### [Work order]
Report the number of lines in the records below that hold "Teracati", and leave out everything else.

### [Provided material]

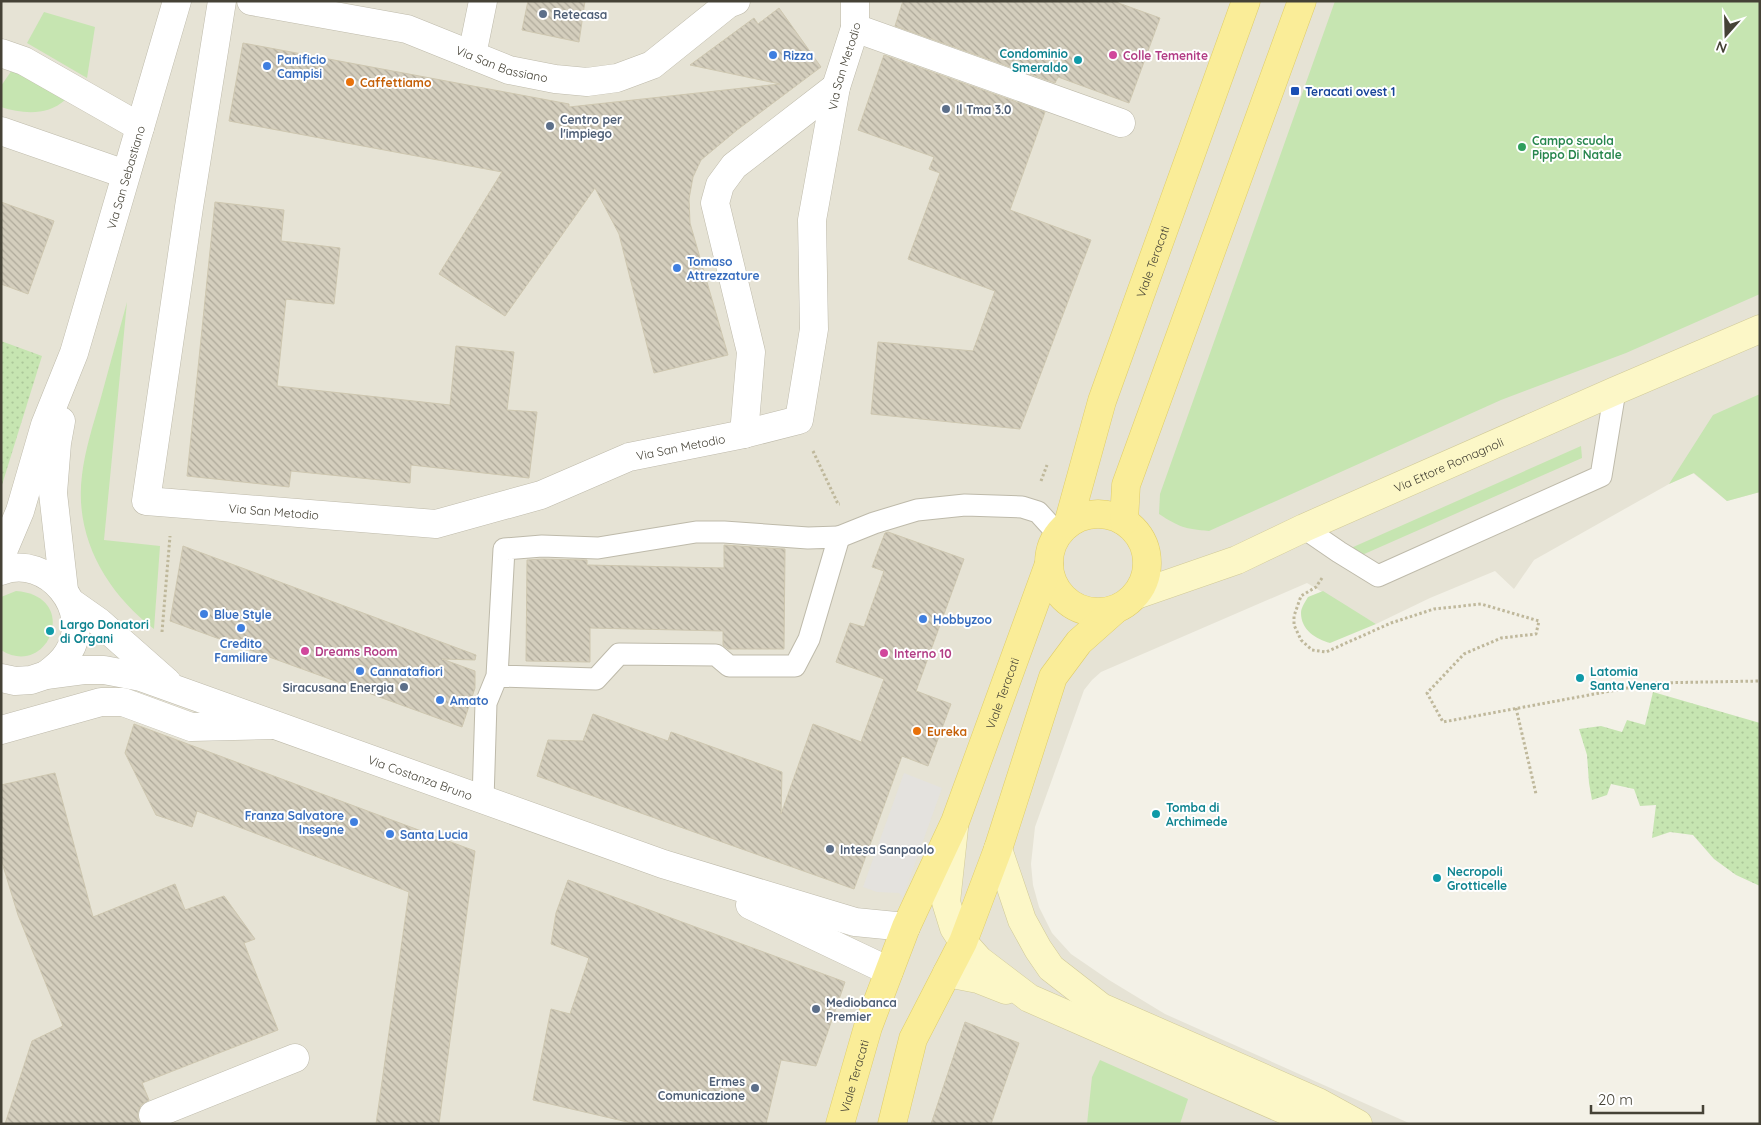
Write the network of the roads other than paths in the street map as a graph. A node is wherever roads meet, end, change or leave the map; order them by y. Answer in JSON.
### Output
{"nodes":[{"id":1,"x":177,"y":1,"type":"edge"},
{"id":2,"x":222,"y":1,"type":"edge"},
{"id":3,"x":251,"y":1,"type":"edge"},
{"id":4,"x":482,"y":1,"type":"edge"},
{"id":5,"x":736,"y":1,"type":"edge"},
{"id":6,"x":856,"y":1,"type":"edge"},
{"id":7,"x":1302,"y":1,"type":"edge"},
{"id":8,"x":1244,"y":2,"type":"edge"},
{"id":9,"x":855,"y":28,"type":"junction"},
{"id":10,"x":1,"y":53,"type":"edge"},
{"id":11,"x":472,"y":55,"type":"junction"},
{"id":12,"x":836,"y":88,"type":"junction"},
{"id":13,"x":1121,"y":123,"type":"dead end"},
{"id":14,"x":140,"y":127,"type":"junction"},
{"id":15,"x":1,"y":130,"type":"edge"},
{"id":16,"x":125,"y":174,"type":"junction"},
{"id":17,"x":1760,"y":329,"type":"edge"},
{"id":18,"x":74,"y":353,"type":"junction"},
{"id":19,"x":1615,"y":390,"type":"junction"},
{"id":20,"x":744,"y":434,"type":"junction"},
{"id":21,"x":1124,"y":521,"type":"junction"},
{"id":22,"x":1304,"y":528,"type":"junction"},
{"id":23,"x":1063,"y":529,"type":"junction"},
{"id":24,"x":839,"y":537,"type":"junction"},
{"id":25,"x":1,"y":556,"type":"edge"},
{"id":26,"x":1049,"y":564,"type":"junction"},
{"id":27,"x":1,"y":571,"type":"edge"},
{"id":28,"x":68,"y":597,"type":"junction"},
{"id":29,"x":1125,"y":602,"type":"junction"},
{"id":30,"x":497,"y":676,"type":"junction"},
{"id":31,"x":38,"y":677,"type":"junction"},
{"id":32,"x":1,"y":678,"type":"edge"},
{"id":33,"x":177,"y":691,"type":"junction"},
{"id":34,"x":1,"y":692,"type":"edge"},
{"id":35,"x":274,"y":726,"type":"junction"},
{"id":36,"x":1,"y":730,"type":"edge"},
{"id":37,"x":483,"y":800,"type":"junction"},
{"id":38,"x":955,"y":822,"type":"junction"},
{"id":39,"x":998,"y":849,"type":"junction"},
{"id":40,"x":663,"y":864,"type":"junction"},
{"id":41,"x":906,"y":927,"type":"junction"},
{"id":42,"x":963,"y":942,"type":"junction"},
{"id":43,"x":889,"y":971,"type":"junction"},
{"id":44,"x":947,"y":973,"type":"junction"},
{"id":45,"x":1029,"y":998,"type":"junction"},
{"id":46,"x":295,"y":1058,"type":"dead end"},
{"id":47,"x":147,"y":1121,"type":"edge"},
{"id":48,"x":840,"y":1124,"type":"edge"},
{"id":49,"x":892,"y":1124,"type":"edge"},
{"id":50,"x":1316,"y":1124,"type":"edge"},
{"id":51,"x":1358,"y":1124,"type":"edge"}],
"edges":[{"from":1,"to":14,"type":"street","name":"Via San Sebastiano"},
{"from":2,"to":20,"type":"street","name":"Via San Metodio"},
{"from":3,"to":11,"type":"street","name":"Via San Bassiano"},
{"from":4,"to":11,"type":"street"},
{"from":5,"to":11,"type":"street","name":"Via San Bassiano"},
{"from":6,"to":9,"type":"street","name":"Via San Metodio"},
{"from":7,"to":21,"type":"main road"},
{"from":8,"to":23,"type":"main road","name":"Viale Teracati"},
{"from":9,"to":12,"type":"street","name":"Via San Metodio"},
{"from":9,"to":13,"type":"street"},
{"from":10,"to":14,"type":"street"},
{"from":12,"to":20,"type":"street","name":"Via San Metodio"},
{"from":12,"to":20,"type":"street"},
{"from":14,"to":16,"type":"street","name":"Via San Sebastiano"},
{"from":15,"to":16,"type":"street"},
{"from":16,"to":18,"type":"street","name":"Via San Sebastiano"},
{"from":17,"to":19,"type":"main road","name":"Via Ettore Romagnoli"},
{"from":18,"to":25,"type":"street"},
{"from":18,"to":28,"type":"street"},
{"from":19,"to":22,"type":"main road","name":"Via Ettore Romagnoli"},
{"from":19,"to":22,"type":"lane"},
{"from":21,"to":23,"type":"main road"},
{"from":21,"to":29,"type":"main road"},
{"from":22,"to":29,"type":"main road","name":"Via Ettore Romagnoli"},
{"from":23,"to":24,"type":"lane"},
{"from":23,"to":26,"type":"main road"},
{"from":24,"to":30,"type":"lane"},
{"from":24,"to":30,"type":"lane"},
{"from":26,"to":29,"type":"main road"},
{"from":26,"to":38,"type":"main road","name":"Viale Teracati"},
{"from":27,"to":28,"type":"street"},
{"from":28,"to":31,"type":"street"},
{"from":28,"to":33,"type":"street"},
{"from":29,"to":39,"type":"main road"},
{"from":30,"to":37,"type":"lane"},
{"from":31,"to":32,"type":"street"},
{"from":31,"to":33,"type":"street","name":"Via Costanza Bruno"},
{"from":31,"to":34,"type":"street"},
{"from":33,"to":35,"type":"street","name":"Via Costanza Bruno"},
{"from":35,"to":36,"type":"street"},
{"from":35,"to":37,"type":"street","name":"Via Costanza Bruno"},
{"from":37,"to":40,"type":"street","name":"Via Costanza Bruno"},
{"from":38,"to":41,"type":"main road","name":"Viale Teracati"},
{"from":38,"to":42,"type":"main road"},
{"from":39,"to":42,"type":"main road"},
{"from":39,"to":51,"type":"main road"},
{"from":40,"to":41,"type":"street"},
{"from":40,"to":43,"type":"street"},
{"from":41,"to":43,"type":"main road","name":"Viale Teracati"},
{"from":42,"to":44,"type":"main road"},
{"from":42,"to":45,"type":"main road"},
{"from":43,"to":48,"type":"main road","name":"Viale Teracati"},
{"from":44,"to":45,"type":"main road"},
{"from":44,"to":49,"type":"main road"},
{"from":45,"to":50,"type":"main road"},
{"from":46,"to":47,"type":"street"}]}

### [Response below]
5